*** Block opens ***

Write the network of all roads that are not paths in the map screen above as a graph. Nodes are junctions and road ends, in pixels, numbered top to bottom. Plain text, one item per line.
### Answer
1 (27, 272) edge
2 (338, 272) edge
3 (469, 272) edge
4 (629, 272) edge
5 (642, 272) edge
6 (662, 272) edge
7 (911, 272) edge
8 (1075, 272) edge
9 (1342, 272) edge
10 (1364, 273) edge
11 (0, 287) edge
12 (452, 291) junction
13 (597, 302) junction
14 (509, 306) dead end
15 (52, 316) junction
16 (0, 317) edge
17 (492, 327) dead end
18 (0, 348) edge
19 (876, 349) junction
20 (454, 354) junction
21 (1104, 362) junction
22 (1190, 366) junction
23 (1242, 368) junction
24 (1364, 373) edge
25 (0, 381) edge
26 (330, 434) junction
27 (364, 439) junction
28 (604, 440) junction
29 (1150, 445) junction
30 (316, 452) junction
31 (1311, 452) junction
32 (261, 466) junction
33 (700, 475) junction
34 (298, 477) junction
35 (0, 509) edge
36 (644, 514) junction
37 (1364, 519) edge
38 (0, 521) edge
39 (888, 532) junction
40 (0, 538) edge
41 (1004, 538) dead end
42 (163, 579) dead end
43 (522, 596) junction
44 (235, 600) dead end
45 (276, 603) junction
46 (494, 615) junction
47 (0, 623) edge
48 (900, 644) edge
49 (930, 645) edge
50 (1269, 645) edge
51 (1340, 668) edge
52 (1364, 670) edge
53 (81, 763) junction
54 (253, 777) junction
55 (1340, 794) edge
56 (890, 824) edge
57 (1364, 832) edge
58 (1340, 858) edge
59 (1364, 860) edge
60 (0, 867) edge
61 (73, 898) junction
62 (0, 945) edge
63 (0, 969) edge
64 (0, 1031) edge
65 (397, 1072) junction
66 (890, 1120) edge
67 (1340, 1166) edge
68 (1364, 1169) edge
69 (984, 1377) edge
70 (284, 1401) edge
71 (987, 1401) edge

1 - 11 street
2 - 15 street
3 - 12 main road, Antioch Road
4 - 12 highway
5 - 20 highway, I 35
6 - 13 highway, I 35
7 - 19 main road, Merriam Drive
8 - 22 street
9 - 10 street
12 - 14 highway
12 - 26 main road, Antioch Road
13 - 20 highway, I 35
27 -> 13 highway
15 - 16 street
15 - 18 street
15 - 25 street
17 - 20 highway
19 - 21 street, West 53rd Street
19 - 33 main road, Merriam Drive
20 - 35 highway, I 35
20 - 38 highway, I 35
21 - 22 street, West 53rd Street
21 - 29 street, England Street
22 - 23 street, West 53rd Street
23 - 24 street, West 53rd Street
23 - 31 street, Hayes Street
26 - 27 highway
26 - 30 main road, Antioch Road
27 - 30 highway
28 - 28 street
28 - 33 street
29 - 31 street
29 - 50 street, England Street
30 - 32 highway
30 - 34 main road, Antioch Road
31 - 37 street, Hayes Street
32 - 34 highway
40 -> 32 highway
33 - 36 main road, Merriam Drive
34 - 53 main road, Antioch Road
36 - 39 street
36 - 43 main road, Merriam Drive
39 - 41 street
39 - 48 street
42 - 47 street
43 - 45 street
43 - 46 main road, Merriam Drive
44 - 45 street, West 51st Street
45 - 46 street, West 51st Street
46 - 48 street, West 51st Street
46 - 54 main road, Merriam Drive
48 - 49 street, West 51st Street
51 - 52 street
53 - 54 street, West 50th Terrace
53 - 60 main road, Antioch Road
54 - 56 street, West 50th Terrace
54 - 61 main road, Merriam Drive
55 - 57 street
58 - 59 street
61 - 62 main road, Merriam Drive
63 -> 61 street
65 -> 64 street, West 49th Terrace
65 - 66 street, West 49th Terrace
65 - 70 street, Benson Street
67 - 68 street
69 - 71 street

*** Block closes ***

- _Task statement_: Exactly as they appear above, give the entries again.

- _Worked solution_:
Write the network of all roads that are not paths in the map screen above as a graph. Nodes are junctions and road ends, in pixels, numbered top to bottom. Plain text, one item per line.
### Answer
1 (27, 272) edge
2 (338, 272) edge
3 (469, 272) edge
4 (629, 272) edge
5 (642, 272) edge
6 (662, 272) edge
7 (911, 272) edge
8 (1075, 272) edge
9 (1342, 272) edge
10 (1364, 273) edge
11 (0, 287) edge
12 (452, 291) junction
13 (597, 302) junction
14 (509, 306) dead end
15 (52, 316) junction
16 (0, 317) edge
17 (492, 327) dead end
18 (0, 348) edge
19 (876, 349) junction
20 (454, 354) junction
21 (1104, 362) junction
22 (1190, 366) junction
23 (1242, 368) junction
24 (1364, 373) edge
25 (0, 381) edge
26 (330, 434) junction
27 (364, 439) junction
28 (604, 440) junction
29 (1150, 445) junction
30 (316, 452) junction
31 (1311, 452) junction
32 (261, 466) junction
33 (700, 475) junction
34 (298, 477) junction
35 (0, 509) edge
36 (644, 514) junction
37 (1364, 519) edge
38 (0, 521) edge
39 (888, 532) junction
40 (0, 538) edge
41 (1004, 538) dead end
42 (163, 579) dead end
43 (522, 596) junction
44 (235, 600) dead end
45 (276, 603) junction
46 (494, 615) junction
47 (0, 623) edge
48 (900, 644) edge
49 (930, 645) edge
50 (1269, 645) edge
51 (1340, 668) edge
52 (1364, 670) edge
53 (81, 763) junction
54 (253, 777) junction
55 (1340, 794) edge
56 (890, 824) edge
57 (1364, 832) edge
58 (1340, 858) edge
59 (1364, 860) edge
60 (0, 867) edge
61 (73, 898) junction
62 (0, 945) edge
63 (0, 969) edge
64 (0, 1031) edge
65 (397, 1072) junction
66 (890, 1120) edge
67 (1340, 1166) edge
68 (1364, 1169) edge
69 (984, 1377) edge
70 (284, 1401) edge
71 (987, 1401) edge

1 - 11 street
2 - 15 street
3 - 12 main road, Antioch Road
4 - 12 highway
5 - 20 highway, I 35
6 - 13 highway, I 35
7 - 19 main road, Merriam Drive
8 - 22 street
9 - 10 street
12 - 14 highway
12 - 26 main road, Antioch Road
13 - 20 highway, I 35
27 -> 13 highway
15 - 16 street
15 - 18 street
15 - 25 street
17 - 20 highway
19 - 21 street, West 53rd Street
19 - 33 main road, Merriam Drive
20 - 35 highway, I 35
20 - 38 highway, I 35
21 - 22 street, West 53rd Street
21 - 29 street, England Street
22 - 23 street, West 53rd Street
23 - 24 street, West 53rd Street
23 - 31 street, Hayes Street
26 - 27 highway
26 - 30 main road, Antioch Road
27 - 30 highway
28 - 28 street
28 - 33 street
29 - 31 street
29 - 50 street, England Street
30 - 32 highway
30 - 34 main road, Antioch Road
31 - 37 street, Hayes Street
32 - 34 highway
40 -> 32 highway
33 - 36 main road, Merriam Drive
34 - 53 main road, Antioch Road
36 - 39 street
36 - 43 main road, Merriam Drive
39 - 41 street
39 - 48 street
42 - 47 street
43 - 45 street
43 - 46 main road, Merriam Drive
44 - 45 street, West 51st Street
45 - 46 street, West 51st Street
46 - 48 street, West 51st Street
46 - 54 main road, Merriam Drive
48 - 49 street, West 51st Street
51 - 52 street
53 - 54 street, West 50th Terrace
53 - 60 main road, Antioch Road
54 - 56 street, West 50th Terrace
54 - 61 main road, Merriam Drive
55 - 57 street
58 - 59 street
61 - 62 main road, Merriam Drive
63 -> 61 street
65 -> 64 street, West 49th Terrace
65 - 66 street, West 49th Terrace
65 - 70 street, Benson Street
67 - 68 street
69 - 71 street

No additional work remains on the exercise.